**Problem requirements**
The required answer is a copy of each line in the entries below that includes "highway".

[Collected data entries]
▬▬▬▬▬▬▬▬▬▬

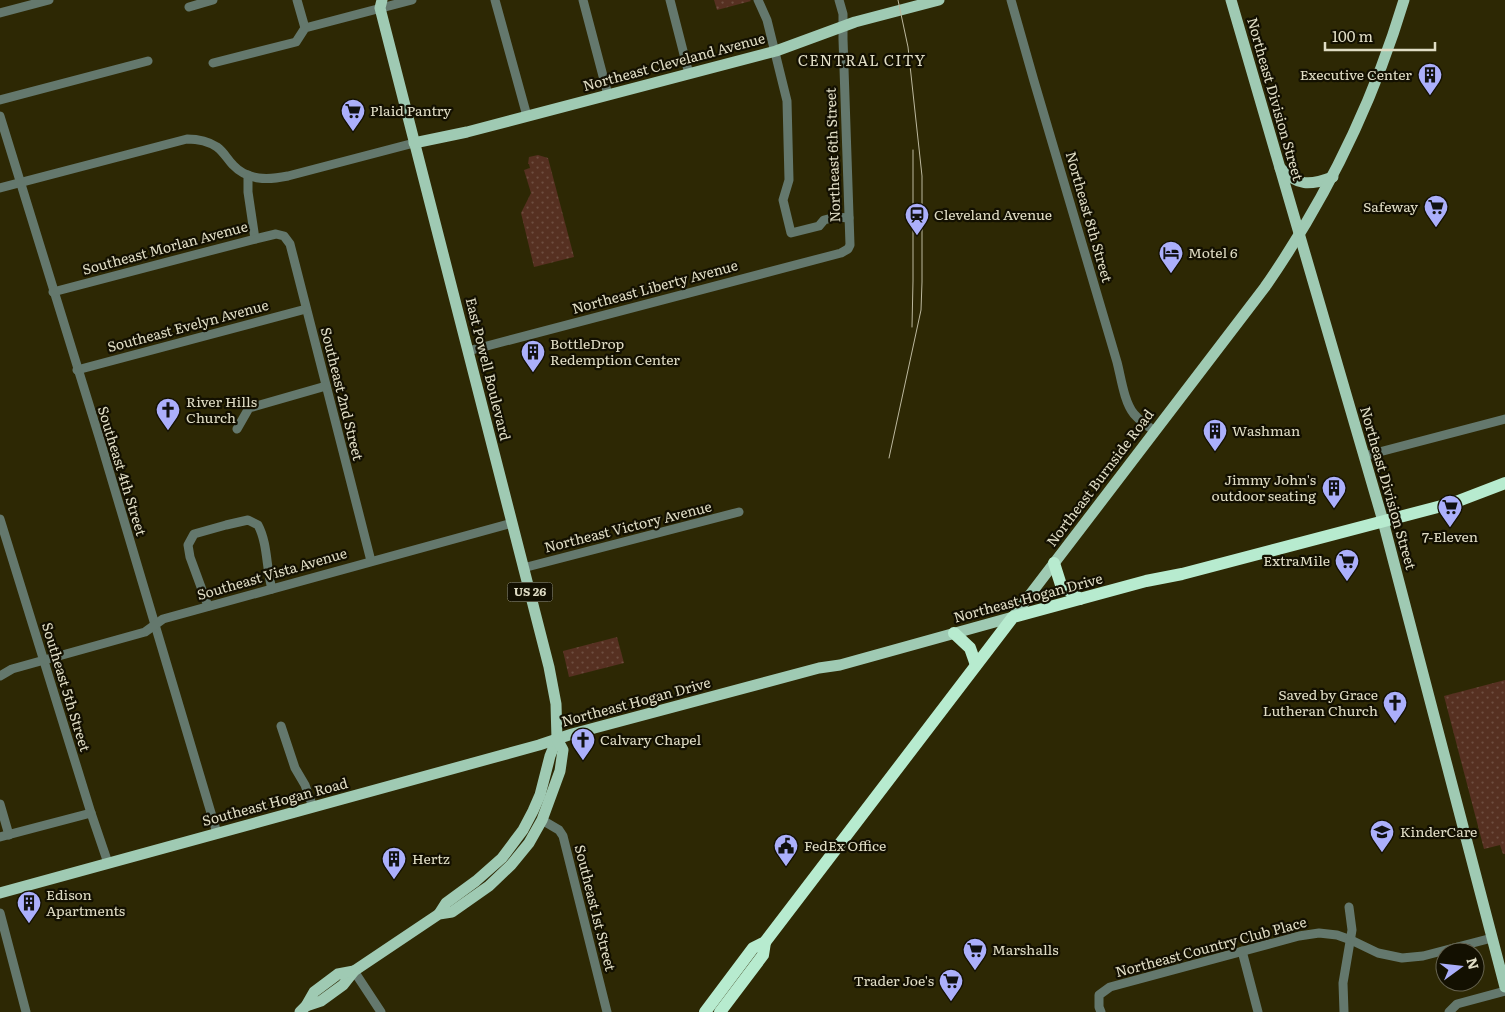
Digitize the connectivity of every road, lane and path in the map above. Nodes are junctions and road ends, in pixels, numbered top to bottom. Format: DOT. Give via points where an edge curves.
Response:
graph roads {
  1 [pos="49,0"];
  2 [pos="213,0"];
  3 [pos="297,0"];
  4 [pos="412,0"];
  5 [pos="495,0"];
  6 [pos="583,0"];
  7 [pos="670,0"];
  8 [pos="758,0"];
  9 [pos="839,0"];
  10 [pos="939,0"];
  11 [pos="1012,0"];
  12 [pos="1231,0"];
  13 [pos="1404,0"];
  14 [pos="378,3"];
  15 [pos="189,7"];
  16 [pos="0,13"];
  17 [pos="843,26"];
  18 [pos="305,28"];
  19 [pos="776,51"];
  20 [pos="148,61"];
  21 [pos="213,63"];
  22 [pos="689,74"];
  23 [pos="608,95"];
  24 [pos="0,100"];
  25 [pos="0,116"];
  26 [pos="527,116"];
  27 [pos="414,143"];
  28 [pos="1280,168"];
  29 [pos="248,175"];
  30 [pos="1333,177"];
  31 [pos="20,182"];
  32 [pos="0,188"];
  33 [pos="849,218"];
  34 [pos="1299,235"];
  35 [pos="284,236"];
  36 [pos="255,238"];
  37 [pos="848,250"];
  38 [pos="53,292"];
  39 [pos="306,309"];
  40 [pos="468,351"];
  41 [pos="77,370"];
  42 [pos="326,386"];
  43 [pos="1505,419"];
  44 [pos="236,429"];
  45 [pos="1155,431"];
  46 [pos="1364,456"];
  47 [pos="1505,483"];
  48 [pos="739,512"];
  49 [pos="0,519"];
  50 [pos="1383,521"];
  51 [pos="512,523"];
  52 [pos="371,561"];
  53 [pos="1054,563"];
  54 [pos="523,568"];
  55 [pos="272,589"];
  56 [pos="1080,599"];
  57 [pos="208,606"];
  58 [pos="1013,617"];
  59 [pos="154,625"];
  60 [pos="954,633"];
  61 [pos="44,660"];
  62 [pos="976,665"];
  63 [pos="0,676"];
  64 [pos="281,726"];
  65 [pos="557,739"];
  66 [pos="0,804"];
  67 [pos="313,807"];
  68 [pos="91,813"];
  69 [pos="542,820"];
  70 [pos="216,833"];
  71 [pos="10,835"];
  72 [pos="0,838"];
  73 [pos="514,852"];
  74 [pos="108,863"];
  75 [pos="0,893"];
  76 [pos="1349,907"];
  77 [pos="0,913"];
  78 [pos="1492,938"];
  79 [pos="1351,940"];
  80 [pos="765,942"];
  81 [pos="1242,951"];
  82 [pos="1502,963"];
  83 [pos="741,964"];
  84 [pos="354,971"];
  85 [pos="1505,987"];
  86 [pos="1505,992"];
  87 [pos="303,1009"];
  88 [pos="721,1011"];
  89 [pos="26,1012"];
  90 [pos="381,1012"];
  91 [pos="607,1012"];
  92 [pos="705,1012"];
  93 [pos="1101,1012"];
  94 [pos="1258,1012"];
  95 [pos="1344,1012"];
  96 [pos="1449,1012"];
  1 -- 16 [label="street"];
  2 -- 15 [label="street"];
  3 -- 18 [label="street"];
  4 -- 14 [label="street"];
  5 -- 26 [label="street"];
  6 -- 23 [label="street"];
  7 -- 22 [label="street"];
  8 -- 19 [label="street"];
  9 -- 17 [label="street, Northeast 6th Street"];
  10 -- 17 [label="main road, Northeast Cleveland Avenue"];
  11 -- 45 [label="street, Northeast 8th Street" via="1127,401 1133,413"];
  12 -- 28 [label="main road, Northeast Division Street"];
  13 -- 30 [label="main road, Northeast Burnside Road" via="1372,91"];
  14 -- 18 [label="street"];
  14 -- 27 [label="main road, East Powell Boulevard / US 26"];
  17 -- 19 [label="main road, Northeast Cleveland Avenue"];
  17 -- 33 [label="street, Northeast 6th Street"];
  18 -- 21 [label="street" via="296,42"];
  19 -- 22 [label="main road, Northeast Cleveland Avenue"];
  19 -- 33 [label="street" via="787,101 789,180 783,200 791,233 819,226 824,220"];
  20 -- 24 [label="street"];
  22 -- 23 [label="main road, Northeast Cleveland Avenue"];
  23 -- 26 [label="main road, Northeast Cleveland Avenue"];
  25 -- 31 [label="street, Southeast 4th Street"];
  26 -- 27 [label="main road, Northeast Cleveland Avenue"];
  27 -- 29 [label="street" via="280,178"];
  27 -- 40 [label="main road, East Powell Boulevard / US 26"];
  28 -- 30 [label="main road" via="1292,179 1304,183"];
  28 -- 34 [label="main road, Northeast Division Street"];
  29 -- 31 [label="street" via="232,164 217,147 187,139"];
  29 -- 36 [label="street"];
  30 -- 34 [label="main road, Northeast Burnside Road"];
  31 -- 32 [label="street"];
  31 -- 38 [label="street, Southeast 4th Street"];
  33 -- 37 [label="street, Northeast 6th Street"];
  34 -- 45 [label="main road, Northeast Burnside Road" via="1265,287"];
  34 -- 46 [label="main road, Northeast Division Street"];
  35 -- 36 [label="street, Southeast Morlan Avenue" via="276,234"];
  35 -- 39 [label="street, Southeast 2nd Street" via="290,244"];
  36 -- 38 [label="street, Southeast Morlan Avenue"];
  37 -- 40 [label="street, Northeast Liberty Avenue"];
  38 -- 41 [label="street, Southeast 4th Street"];
  39 -- 41 [label="street, Southeast Evelyn Avenue"];
  39 -- 42 [label="street, Southeast 2nd Street"];
  40 -- 51 [label="main road, East Powell Boulevard / US 26"];
  41 -- 59 [label="street, Southeast 4th Street"];
  42 -- 44 [label="street" via="249,408"];
  42 -- 52 [label="street, Southeast 2nd Street"];
  43 -- 46 [label="street"];
  45 -- 53 [label="main road, Northeast Burnside Road"];
  46 -- 50 [label="main road, Northeast Division Street"];
  47 -- 50 [label="highway, Northeast Hogan Drive"];
  48 -- 54 [label="street, Northeast Victory Avenue"];
  49 -- 61 [label="street, Southeast 5th Street"];
  50 -- 56 [label="highway, Northeast Hogan Drive"];
  50 -- 78 [label="main road, Northeast Division Street"];
  51 -- 52 [label="street, Southeast Vista Avenue"];
  51 -- 54 [label="main road, East Powell Boulevard / US 26"];
  52 -- 55 [label="street, Southeast Vista Avenue"];
  53 -- 56 [label="highway" via="1061,584"];
  53 -- 58 [label="main road, Northeast Burnside Road"];
  54 -- 65 [label="main road, East Powell Boulevard / US 26" via="553,687"];
  55 -- 57 [label="street, Southeast Vista Avenue"];
  55 -- 57 [label="street" via="258,525 248,520 226,524 194,534 188,545"];
  56 -- 58 [label="highway, Northeast Hogan Drive"];
  57 -- 59 [label="street, Southeast Vista Avenue" via="163,619"];
  58 -- 60 [label="main road, Northeast Hogan Drive"];
  58 -- 62 [label="highway, Northeast Burnside Road"];
  59 -- 61 [label="street, Southeast Vista Avenue" via="145,632"];
  59 -- 70 [label="street, Southeast 4th Street"];
  60 -- 62 [label="highway" via="970,648"];
  60 -- 65 [label="main road, Northeast Hogan Drive"];
  61 -- 63 [label="street, Southeast Vista Avenue"];
  61 -- 68 [label="street, Southeast 5th Street"];
  62 -- 80 [label="highway, Northeast Burnside Road"];
  64 -- 67 [label="street"];
  65 -- 67 [label="main road, Southeast Hogan Road"];
  65 -- 69 [label="main road, East Powell Boulevard / US 26" via="563,750 560,771"];
  65 -- 73 [label="main road, East Powell Boulevard / US 26" via="540,795"];
  66 -- 71 [label="street"];
  67 -- 70 [label="main road, Southeast Hogan Road"];
  68 -- 71 [label="street"];
  68 -- 74 [label="street, Southeast 5th Street"];
  69 -- 73 [label="main road, East Powell Boulevard / US 26"];
  69 -- 91 [label="street, Southeast 1st Street" via="563,836"];
  70 -- 74 [label="main road, Southeast Hogan Road"];
  71 -- 72 [label="street"];
  73 -- 84 [label="main road, East Powell Boulevard / US 26" via="446,903 439,914"];
  74 -- 75 [label="main road, Southeast Hogan Road"];
  76 -- 79 [label="street"];
  77 -- 89 [label="street"];
  78 -- 79 [label="street, Northeast Country Club Place" via="1402,958 1378,953"];
  78 -- 82 [label="main road, Northeast Division Street"];
  79 -- 81 [label="street, Northeast Country Club Place" via="1319,933"];
  79 -- 95 [label="street" via="1344,973"];
  80 -- 83 [label="highway, Northeast Burnside Road" via="753,948"];
  80 -- 88 [label="highway, Northeast Burnside Road" via="763,955"];
  81 -- 93 [label="street, Northeast Country Club Place" via="1110,987 1099,995"];
  81 -- 94 [label="street"];
  82 -- 85 [label="main road, Northeast Division Street"];
  83 -- 88 [label="highway" via="736,979 720,1002"];
  83 -- 92 [label="highway, Northeast Burnside Road"];
  84 -- 87 [label="main road, East Powell Boulevard / US 26" via="343,985"];
  84 -- 90 [label="street"];
  86 -- 96 [label="street" via="1463,1002 1453,1006"];
}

▬▬▬▬▬▬▬▬▬▬

**Answer to this problem**
  47 -- 50 [label="highway, Northeast Hogan Drive"];
  50 -- 56 [label="highway, Northeast Hogan Drive"];
  53 -- 56 [label="highway" via="1061,584"];
  56 -- 58 [label="highway, Northeast Hogan Drive"];
  58 -- 62 [label="highway, Northeast Burnside Road"];
  60 -- 62 [label="highway" via="970,648"];
  62 -- 80 [label="highway, Northeast Burnside Road"];
  80 -- 83 [label="highway, Northeast Burnside Road" via="753,948"];
  80 -- 88 [label="highway, Northeast Burnside Road" via="763,955"];
  83 -- 88 [label="highway" via="736,979 720,1002"];
  83 -- 92 [label="highway, Northeast Burnside Road"];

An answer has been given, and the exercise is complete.